Every line of the material below that contains the string "Jana" must appear in the answer.
┄┄┄┄┄┄
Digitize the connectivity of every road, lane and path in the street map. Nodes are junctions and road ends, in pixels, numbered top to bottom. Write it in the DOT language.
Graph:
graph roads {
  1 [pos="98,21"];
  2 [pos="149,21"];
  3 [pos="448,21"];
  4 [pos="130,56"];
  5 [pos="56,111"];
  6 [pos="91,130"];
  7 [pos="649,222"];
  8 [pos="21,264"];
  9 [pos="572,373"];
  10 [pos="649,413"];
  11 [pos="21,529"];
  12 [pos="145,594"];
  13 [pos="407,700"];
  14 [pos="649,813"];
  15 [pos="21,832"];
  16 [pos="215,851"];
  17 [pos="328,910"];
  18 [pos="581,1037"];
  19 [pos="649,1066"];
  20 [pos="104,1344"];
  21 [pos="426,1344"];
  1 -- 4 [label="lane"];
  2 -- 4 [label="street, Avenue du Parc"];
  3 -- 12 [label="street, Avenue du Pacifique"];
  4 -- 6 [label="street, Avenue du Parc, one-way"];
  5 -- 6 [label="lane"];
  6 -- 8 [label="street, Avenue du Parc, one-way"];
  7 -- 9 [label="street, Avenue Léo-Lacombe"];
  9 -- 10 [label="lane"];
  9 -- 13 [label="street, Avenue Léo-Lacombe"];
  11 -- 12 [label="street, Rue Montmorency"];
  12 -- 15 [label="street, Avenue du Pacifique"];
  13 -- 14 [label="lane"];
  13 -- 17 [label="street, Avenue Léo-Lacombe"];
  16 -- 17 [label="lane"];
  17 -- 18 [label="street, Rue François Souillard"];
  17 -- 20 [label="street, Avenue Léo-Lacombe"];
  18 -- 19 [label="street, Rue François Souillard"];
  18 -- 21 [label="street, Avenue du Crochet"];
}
┄┄┄┄┄┄
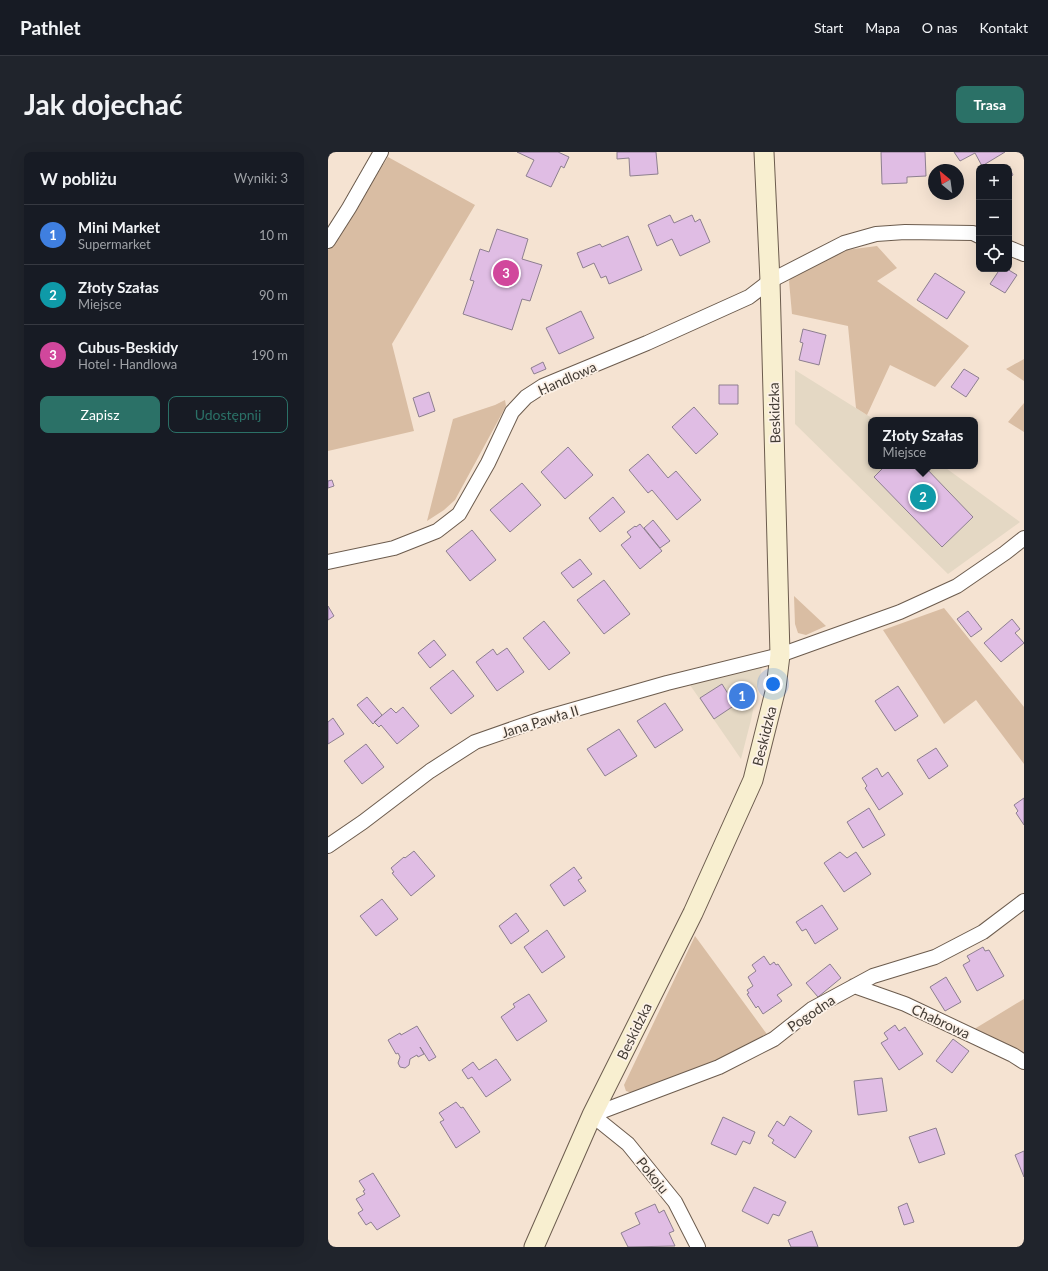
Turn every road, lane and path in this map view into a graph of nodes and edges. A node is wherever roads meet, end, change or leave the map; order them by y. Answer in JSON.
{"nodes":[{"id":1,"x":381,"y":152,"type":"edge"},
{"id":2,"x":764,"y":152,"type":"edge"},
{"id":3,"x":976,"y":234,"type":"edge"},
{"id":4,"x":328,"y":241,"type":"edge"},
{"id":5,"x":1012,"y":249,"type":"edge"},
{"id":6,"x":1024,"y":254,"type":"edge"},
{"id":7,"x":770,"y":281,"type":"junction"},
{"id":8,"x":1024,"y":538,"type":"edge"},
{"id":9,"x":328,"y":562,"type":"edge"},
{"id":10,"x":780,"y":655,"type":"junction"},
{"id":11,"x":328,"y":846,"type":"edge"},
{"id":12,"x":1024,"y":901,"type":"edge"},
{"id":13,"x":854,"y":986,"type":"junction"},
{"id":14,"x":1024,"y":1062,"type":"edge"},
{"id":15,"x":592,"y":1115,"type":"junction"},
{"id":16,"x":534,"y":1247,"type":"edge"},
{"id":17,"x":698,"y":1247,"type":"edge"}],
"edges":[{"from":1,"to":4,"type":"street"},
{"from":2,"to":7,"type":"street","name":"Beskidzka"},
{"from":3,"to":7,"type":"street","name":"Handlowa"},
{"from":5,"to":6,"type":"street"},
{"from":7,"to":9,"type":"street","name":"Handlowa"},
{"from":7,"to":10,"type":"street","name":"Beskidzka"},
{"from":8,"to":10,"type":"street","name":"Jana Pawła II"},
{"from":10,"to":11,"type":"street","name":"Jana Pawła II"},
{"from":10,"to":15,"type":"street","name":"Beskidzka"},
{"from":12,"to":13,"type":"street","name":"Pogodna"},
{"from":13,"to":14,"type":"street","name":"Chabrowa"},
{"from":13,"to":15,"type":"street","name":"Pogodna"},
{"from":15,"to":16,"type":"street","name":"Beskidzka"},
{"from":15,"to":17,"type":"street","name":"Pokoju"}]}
┄┄┄┄┄┄
### Reply to the exercise:
{"from":8,"to":10,"type":"street","name":"Jana Pawła II"},
{"from":10,"to":11,"type":"street","name":"Jana Pawła II"},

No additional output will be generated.